Stored items
--
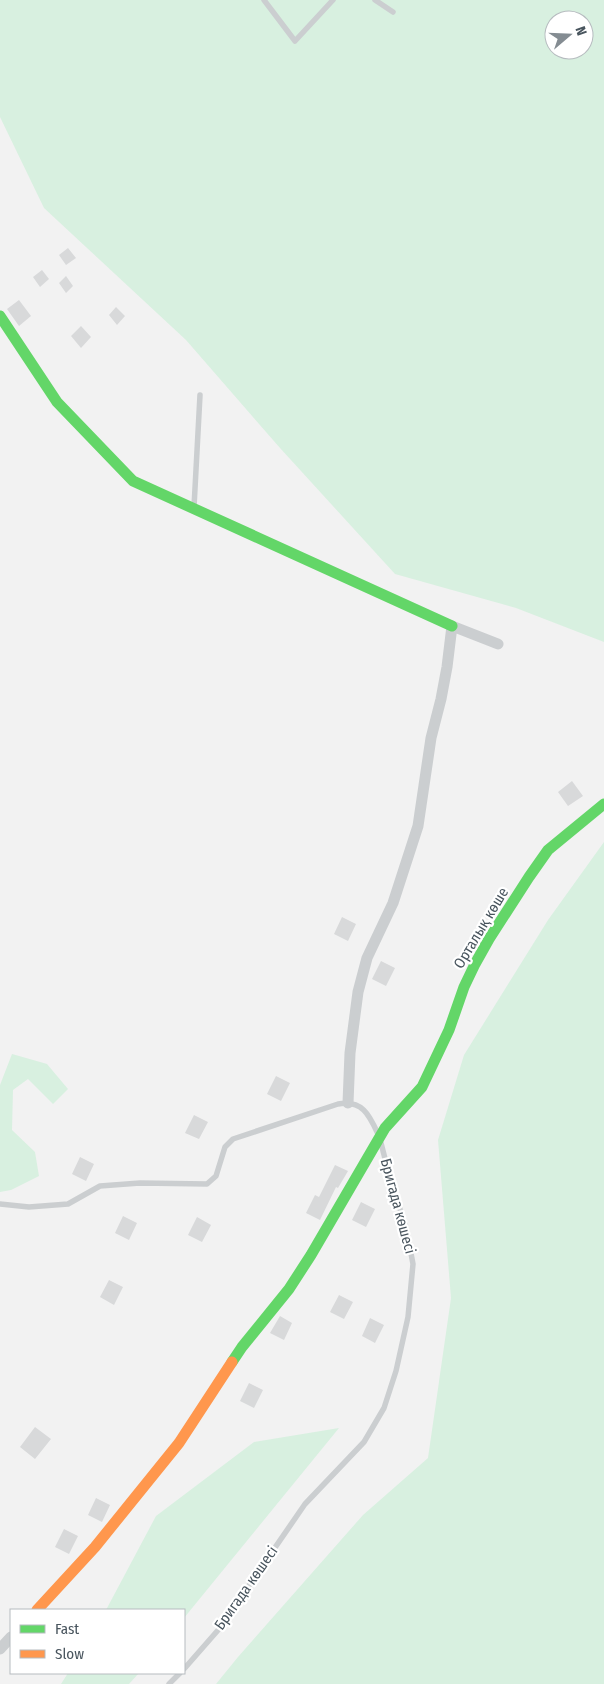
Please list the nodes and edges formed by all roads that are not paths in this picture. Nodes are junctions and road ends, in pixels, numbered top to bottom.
1 (264, 0) edge
2 (332, 0) edge
3 (375, 0) edge
4 (393, 12) dead end
5 (0, 316) edge
6 (200, 395) dead end
7 (194, 509) junction
8 (452, 626) junction
9 (498, 644) dead end
10 (604, 804) edge
11 (348, 1103) junction
12 (380, 1138) junction
13 (0, 1204) edge
14 (38, 1609) edge
15 (10, 1638) edge
16 (0, 1649) edge
17 (185, 1668) edge
18 (179, 1674) edge
19 (169, 1684) edge

1 - 2 lane
3 - 4 lane
5 - 7 street
6 - 7 lane
7 - 8 street
8 - 9 street
8 - 11 street
10 - 12 street, Орталық көше
11 - 12 lane, Бригада көшесі
11 - 13 lane
12 - 14 street, Орталық көше
12 - 17 lane, Бригада көшесі
15 - 16 street
18 - 19 lane

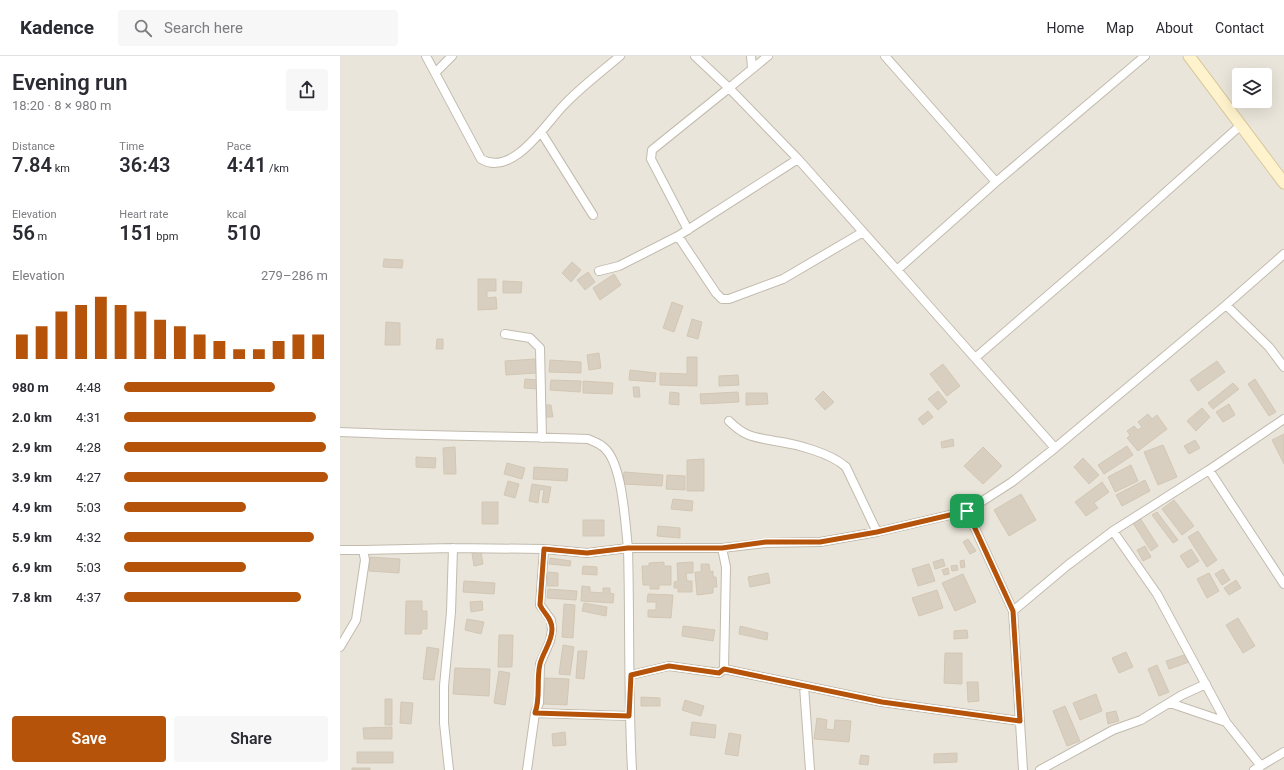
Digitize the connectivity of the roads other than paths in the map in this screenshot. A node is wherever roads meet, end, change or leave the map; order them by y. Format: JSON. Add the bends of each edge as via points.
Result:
{"nodes":[{"id":1,"x":426,"y":56,"type":"edge"},
{"id":2,"x":452,"y":56,"type":"edge"},
{"id":3,"x":620,"y":56,"type":"edge"},
{"id":4,"x":695,"y":56,"type":"edge"},
{"id":5,"x":751,"y":56,"type":"edge"},
{"id":6,"x":768,"y":56,"type":"edge"},
{"id":7,"x":885,"y":56,"type":"edge"},
{"id":8,"x":1145,"y":56,"type":"edge"},
{"id":9,"x":1189,"y":56,"type":"edge"},
{"id":10,"x":752,"y":68,"type":"junction"},
{"id":11,"x":436,"y":72,"type":"junction"},
{"id":12,"x":729,"y":88,"type":"junction"},
{"id":13,"x":1241,"y":125,"type":"junction"},
{"id":14,"x":541,"y":132,"type":"junction"},
{"id":15,"x":798,"y":160,"type":"junction"},
{"id":16,"x":996,"y":182,"type":"junction"},
{"id":17,"x":1284,"y":183,"type":"edge"},
{"id":18,"x":593,"y":215,"type":"dead end"},
{"id":19,"x":688,"y":230,"type":"junction"},
{"id":20,"x":862,"y":232,"type":"junction"},
{"id":21,"x":678,"y":236,"type":"junction"},
{"id":22,"x":1284,"y":254,"type":"edge"},
{"id":23,"x":896,"y":270,"type":"junction"},
{"id":24,"x":599,"y":271,"type":"dead end"},
{"id":25,"x":1226,"y":304,"type":"junction"},
{"id":26,"x":505,"y":334,"type":"dead end"},
{"id":27,"x":975,"y":358,"type":"junction"},
{"id":28,"x":1284,"y":367,"type":"edge"},
{"id":29,"x":1284,"y":419,"type":"edge"},
{"id":30,"x":729,"y":421,"type":"dead end"},
{"id":31,"x":340,"y":432,"type":"edge"},
{"id":32,"x":542,"y":438,"type":"junction"},
{"id":33,"x":1055,"y":448,"type":"junction"},
{"id":34,"x":1209,"y":470,"type":"junction"},
{"id":35,"x":967,"y":511,"type":"junction"},
{"id":36,"x":1113,"y":531,"type":"junction"},
{"id":37,"x":877,"y":532,"type":"junction"},
{"id":38,"x":453,"y":548,"type":"junction"},
{"id":39,"x":628,"y":548,"type":"junction"},
{"id":40,"x":722,"y":548,"type":"junction"},
{"id":41,"x":544,"y":549,"type":"junction"},
{"id":42,"x":340,"y":550,"type":"edge"},
{"id":43,"x":363,"y":550,"type":"junction"},
{"id":44,"x":1284,"y":584,"type":"edge"},
{"id":45,"x":1013,"y":611,"type":"junction"},
{"id":46,"x":340,"y":647,"type":"edge"},
{"id":47,"x":724,"y":669,"type":"junction"},
{"id":48,"x":631,"y":675,"type":"junction"},
{"id":49,"x":1206,"y":684,"type":"junction"},
{"id":50,"x":804,"y":686,"type":"junction"},
{"id":51,"x":1170,"y":703,"type":"junction"},
{"id":52,"x":535,"y":713,"type":"junction"},
{"id":53,"x":629,"y":716,"type":"junction"},
{"id":54,"x":1020,"y":721,"type":"junction"},
{"id":55,"x":1226,"y":722,"type":"junction"},
{"id":56,"x":1284,"y":752,"type":"edge"},
{"id":57,"x":1258,"y":768,"type":"edge"},
{"id":58,"x":449,"y":770,"type":"edge"},
{"id":59,"x":527,"y":770,"type":"edge"},
{"id":60,"x":632,"y":770,"type":"edge"},
{"id":61,"x":810,"y":770,"type":"edge"},
{"id":62,"x":1023,"y":770,"type":"edge"},
{"id":63,"x":1040,"y":770,"type":"edge"}],
"edges":[{"from":1,"to":11,"type":"street"},
{"from":2,"to":11,"type":"street"},
{"from":3,"to":14,"type":"street","via":[[564,105]]},
{"from":4,"to":12,"type":"street"},
{"from":5,"to":10,"type":"street"},
{"from":6,"to":10,"type":"street"},
{"from":7,"to":16,"type":"street"},
{"from":8,"to":16,"type":"street"},
{"from":9,"to":13,"type":"street"},
{"from":10,"to":12,"type":"street"},
{"from":11,"to":14,"type":"street","via":[[463,129],[481,159],[487,163],[508,159],[525,149]]},
{"from":12,"to":15,"type":"street"},
{"from":12,"to":19,"type":"street","via":[[652,150],[650,155]]},
{"from":13,"to":17,"type":"street"},
{"from":13,"to":27,"type":"street"},
{"from":14,"to":18,"type":"street"},
{"from":15,"to":19,"type":"street"},
{"from":15,"to":20,"type":"street"},
{"from":16,"to":23,"type":"street"},
{"from":19,"to":21,"type":"street"},
{"from":20,"to":21,"type":"street","via":[[783,278],[729,299],[722,299],[716,293]]},
{"from":20,"to":23,"type":"street"},
{"from":21,"to":24,"type":"street","via":[[619,266]]},
{"from":22,"to":25,"type":"street"},
{"from":23,"to":27,"type":"street"},
{"from":25,"to":28,"type":"street","via":[[1269,347]]},
{"from":25,"to":33,"type":"street"},
{"from":26,"to":32,"type":"street","via":[[530,338],[540,348]]},
{"from":27,"to":33,"type":"street"},
{"from":29,"to":34,"type":"street"},
{"from":30,"to":37,"type":"street","via":[[751,437],[782,442],[838,460],[846,467]]},
{"from":31,"to":32,"type":"street","via":[[433,437],[466,435]]},
{"from":32,"to":39,"type":"street","via":[[588,439],[603,446],[614,464],[620,481]]},
{"from":33,"to":35,"type":"street","via":[[1012,482]]},
{"from":34,"to":36,"type":"street"},
{"from":34,"to":44,"type":"street"},
{"from":35,"to":37,"type":"street"},
{"from":35,"to":45,"type":"street"},
{"from":36,"to":45,"type":"street"},
{"from":36,"to":49,"type":"street","via":[[1157,594]]},
{"from":37,"to":40,"type":"street","via":[[820,542],[766,542]]},
{"from":38,"to":41,"type":"street"},
{"from":38,"to":43,"type":"street"},
{"from":38,"to":58,"type":"street","via":[[451,612],[444,686],[444,723]]},
{"from":39,"to":40,"type":"street"},
{"from":39,"to":41,"type":"street","via":[[587,553]]},
{"from":39,"to":48,"type":"street"},
{"from":40,"to":47,"type":"street","via":[[726,568]]},
{"from":41,"to":52,"type":"street","via":[[540,605],[551,620],[552,630],[540,664],[539,703]]},
{"from":42,"to":43,"type":"street"},
{"from":43,"to":46,"type":"street","via":[[365,560],[356,620]]},
{"from":45,"to":54,"type":"street"},
{"from":47,"to":48,"type":"street","via":[[719,673],[669,666]]},
{"from":47,"to":50,"type":"street"},
{"from":48,"to":53,"type":"street"},
{"from":49,"to":51,"type":"street"},
{"from":49,"to":55,"type":"street"},
{"from":50,"to":54,"type":"street","via":[[882,702]]},
{"from":50,"to":61,"type":"street"},
{"from":51,"to":55,"type":"street"},
{"from":51,"to":63,"type":"street","via":[[1141,720],[1113,730]]},
{"from":52,"to":53,"type":"street"},
{"from":52,"to":59,"type":"street"},
{"from":53,"to":60,"type":"street"},
{"from":54,"to":62,"type":"street"},
{"from":55,"to":57,"type":"street"},
{"from":56,"to":57,"type":"street"}]}
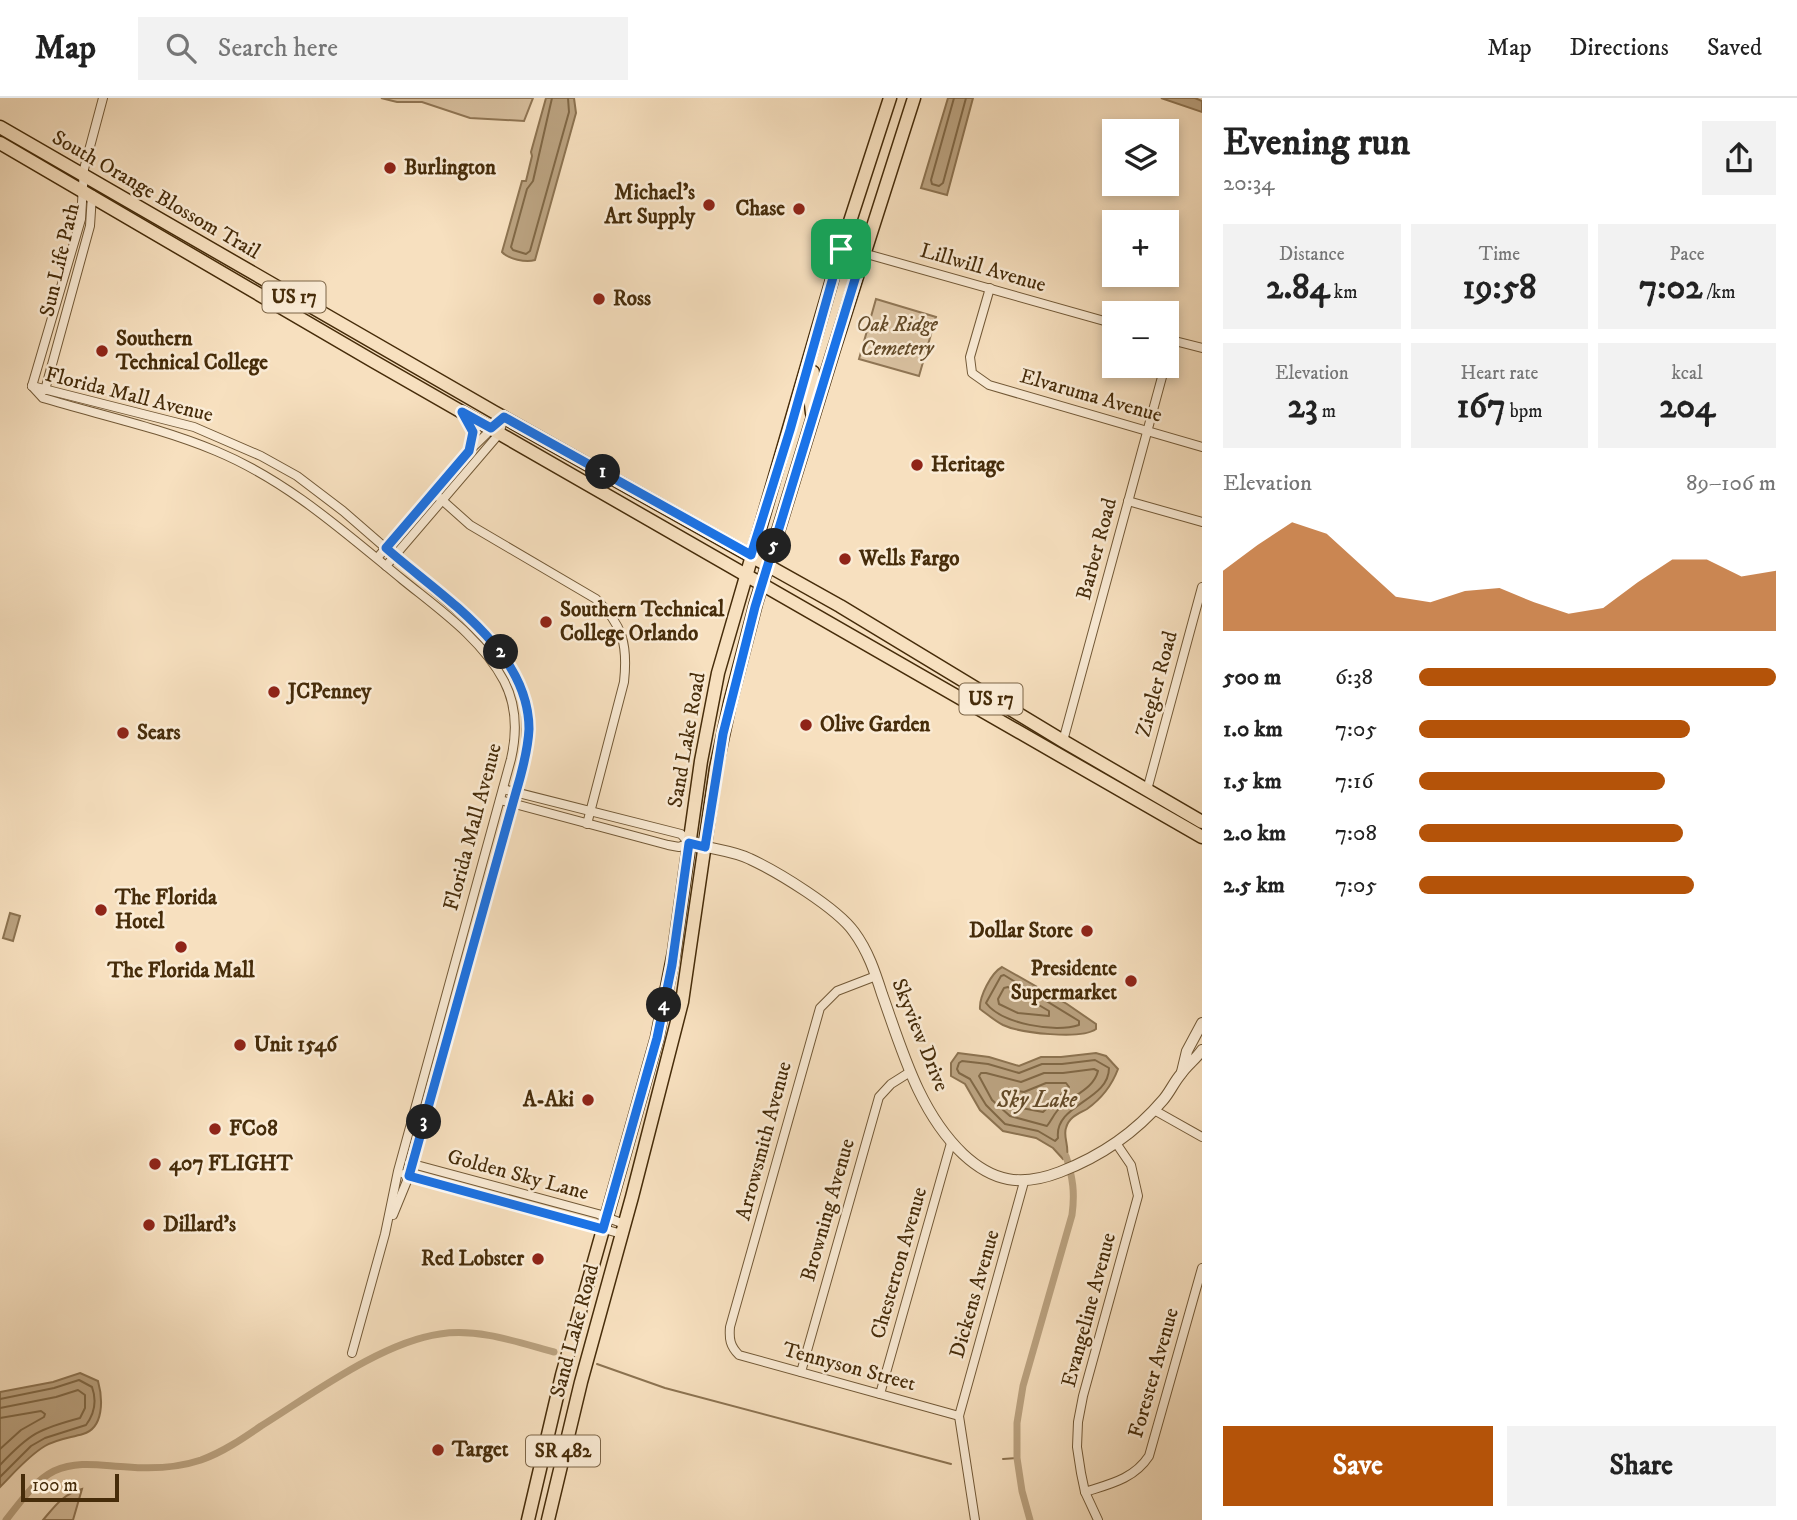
--
● **WORK TASK**:
Search the data above for the word "Орталық" and say how many lines contain it, giving only that number.

● **SOLUTION**:
2